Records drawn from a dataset
________________________
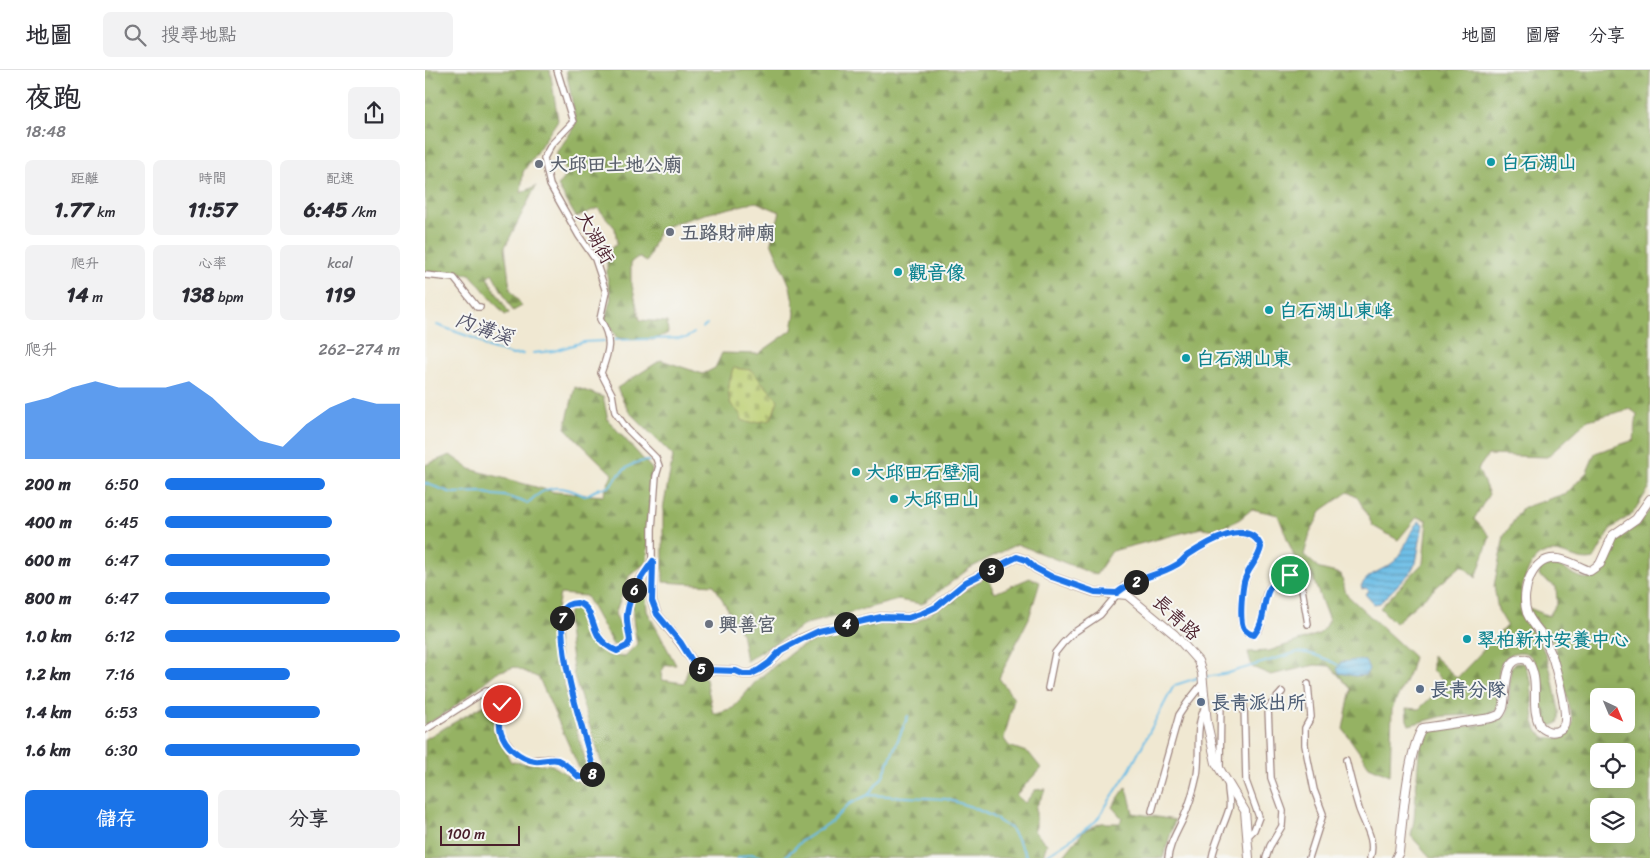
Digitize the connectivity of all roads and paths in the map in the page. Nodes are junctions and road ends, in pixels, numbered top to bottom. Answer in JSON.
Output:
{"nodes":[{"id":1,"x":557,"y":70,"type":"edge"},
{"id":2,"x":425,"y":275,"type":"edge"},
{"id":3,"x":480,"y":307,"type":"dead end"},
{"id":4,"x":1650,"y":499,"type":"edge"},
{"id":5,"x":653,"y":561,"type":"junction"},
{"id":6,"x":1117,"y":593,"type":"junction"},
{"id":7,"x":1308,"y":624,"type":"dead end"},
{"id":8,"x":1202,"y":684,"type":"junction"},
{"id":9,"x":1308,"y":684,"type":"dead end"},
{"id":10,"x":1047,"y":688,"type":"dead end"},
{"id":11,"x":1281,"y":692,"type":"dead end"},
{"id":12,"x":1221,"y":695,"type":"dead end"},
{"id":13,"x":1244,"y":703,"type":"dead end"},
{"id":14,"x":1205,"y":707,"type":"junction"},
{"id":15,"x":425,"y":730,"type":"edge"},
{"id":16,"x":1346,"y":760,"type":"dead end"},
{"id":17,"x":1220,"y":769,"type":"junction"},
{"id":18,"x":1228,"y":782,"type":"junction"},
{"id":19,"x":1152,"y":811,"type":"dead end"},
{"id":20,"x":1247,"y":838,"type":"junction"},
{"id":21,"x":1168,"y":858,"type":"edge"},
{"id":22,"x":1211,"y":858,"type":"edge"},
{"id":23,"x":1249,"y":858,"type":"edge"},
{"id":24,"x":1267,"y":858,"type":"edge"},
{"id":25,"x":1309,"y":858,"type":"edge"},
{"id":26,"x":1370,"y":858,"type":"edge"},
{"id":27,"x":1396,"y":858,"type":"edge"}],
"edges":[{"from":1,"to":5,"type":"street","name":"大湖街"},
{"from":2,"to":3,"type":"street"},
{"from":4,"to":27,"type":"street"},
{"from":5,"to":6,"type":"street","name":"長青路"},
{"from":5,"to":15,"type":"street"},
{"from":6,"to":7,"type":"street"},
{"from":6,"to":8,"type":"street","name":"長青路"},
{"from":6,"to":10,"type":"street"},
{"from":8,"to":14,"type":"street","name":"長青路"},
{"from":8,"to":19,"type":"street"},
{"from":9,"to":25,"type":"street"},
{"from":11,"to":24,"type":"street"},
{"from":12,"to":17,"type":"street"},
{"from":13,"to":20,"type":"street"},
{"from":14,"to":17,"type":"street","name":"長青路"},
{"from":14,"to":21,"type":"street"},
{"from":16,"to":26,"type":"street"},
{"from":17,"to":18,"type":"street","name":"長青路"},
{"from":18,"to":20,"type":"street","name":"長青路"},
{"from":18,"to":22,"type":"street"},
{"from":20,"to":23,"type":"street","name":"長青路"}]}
________________________
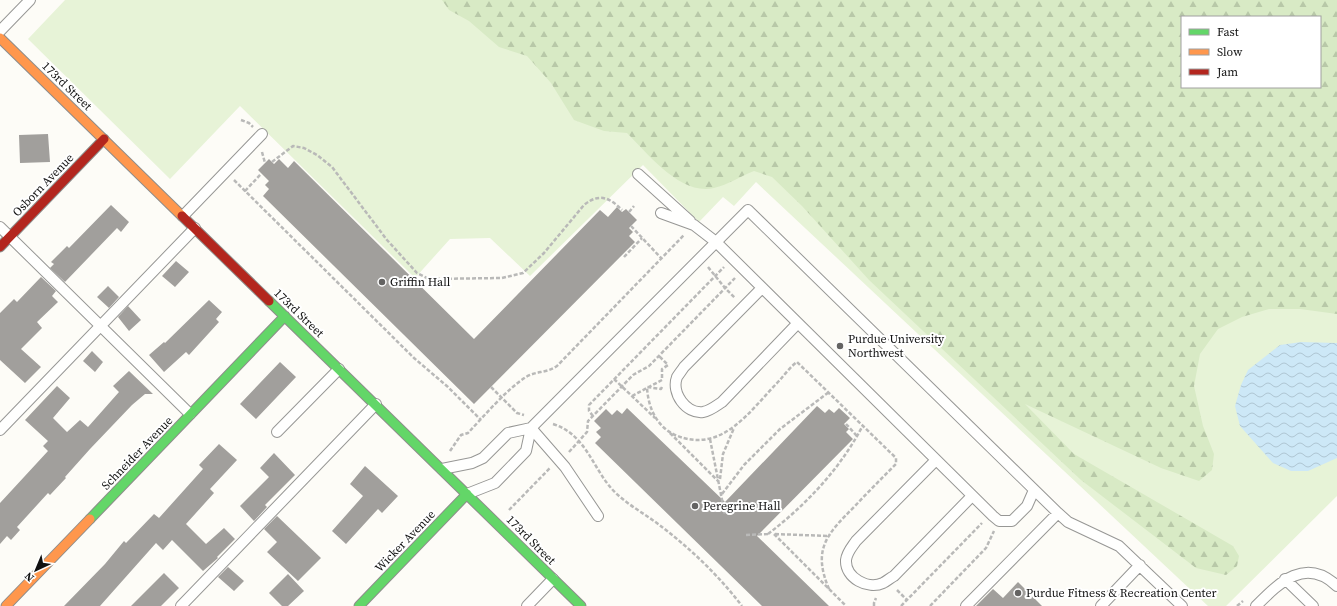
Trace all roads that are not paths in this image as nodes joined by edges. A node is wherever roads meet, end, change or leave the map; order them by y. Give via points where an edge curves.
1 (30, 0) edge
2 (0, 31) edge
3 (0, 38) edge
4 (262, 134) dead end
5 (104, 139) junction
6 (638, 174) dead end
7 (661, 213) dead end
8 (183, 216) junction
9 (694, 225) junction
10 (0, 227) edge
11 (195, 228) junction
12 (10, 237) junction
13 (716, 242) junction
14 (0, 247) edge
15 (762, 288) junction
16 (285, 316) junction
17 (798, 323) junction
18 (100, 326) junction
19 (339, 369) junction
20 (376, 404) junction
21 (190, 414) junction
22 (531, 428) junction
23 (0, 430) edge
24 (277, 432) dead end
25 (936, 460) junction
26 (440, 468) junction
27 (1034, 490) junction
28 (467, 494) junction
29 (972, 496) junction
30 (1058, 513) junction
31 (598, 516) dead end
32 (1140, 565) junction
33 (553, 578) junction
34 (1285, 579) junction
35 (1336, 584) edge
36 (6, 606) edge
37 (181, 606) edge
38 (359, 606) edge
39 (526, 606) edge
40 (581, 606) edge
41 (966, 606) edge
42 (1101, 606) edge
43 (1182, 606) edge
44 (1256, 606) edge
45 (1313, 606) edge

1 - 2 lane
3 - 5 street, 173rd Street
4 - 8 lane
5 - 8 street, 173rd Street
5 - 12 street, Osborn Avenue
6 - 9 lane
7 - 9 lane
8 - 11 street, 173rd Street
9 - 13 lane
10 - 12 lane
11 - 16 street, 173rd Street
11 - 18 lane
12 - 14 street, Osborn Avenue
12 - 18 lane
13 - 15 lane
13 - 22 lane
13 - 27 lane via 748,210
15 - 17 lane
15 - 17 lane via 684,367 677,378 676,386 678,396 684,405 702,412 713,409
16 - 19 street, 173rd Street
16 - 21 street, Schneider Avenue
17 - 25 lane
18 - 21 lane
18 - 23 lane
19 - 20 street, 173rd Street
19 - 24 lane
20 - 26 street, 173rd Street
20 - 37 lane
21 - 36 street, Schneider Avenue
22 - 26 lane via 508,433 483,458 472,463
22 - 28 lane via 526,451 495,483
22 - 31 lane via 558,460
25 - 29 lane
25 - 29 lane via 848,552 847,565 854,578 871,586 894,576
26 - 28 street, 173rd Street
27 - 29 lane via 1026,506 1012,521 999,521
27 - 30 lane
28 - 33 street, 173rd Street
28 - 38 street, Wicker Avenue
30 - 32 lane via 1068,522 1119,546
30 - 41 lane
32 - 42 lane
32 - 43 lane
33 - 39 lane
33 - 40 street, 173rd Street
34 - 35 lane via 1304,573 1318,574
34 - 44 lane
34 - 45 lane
________________________
Find the word "Avenue" in the entries above. Copy every line that has it.

**Output of the task**
5 - 12 street, Osborn Avenue
12 - 14 street, Osborn Avenue
16 - 21 street, Schneider Avenue
21 - 36 street, Schneider Avenue
28 - 38 street, Wicker Avenue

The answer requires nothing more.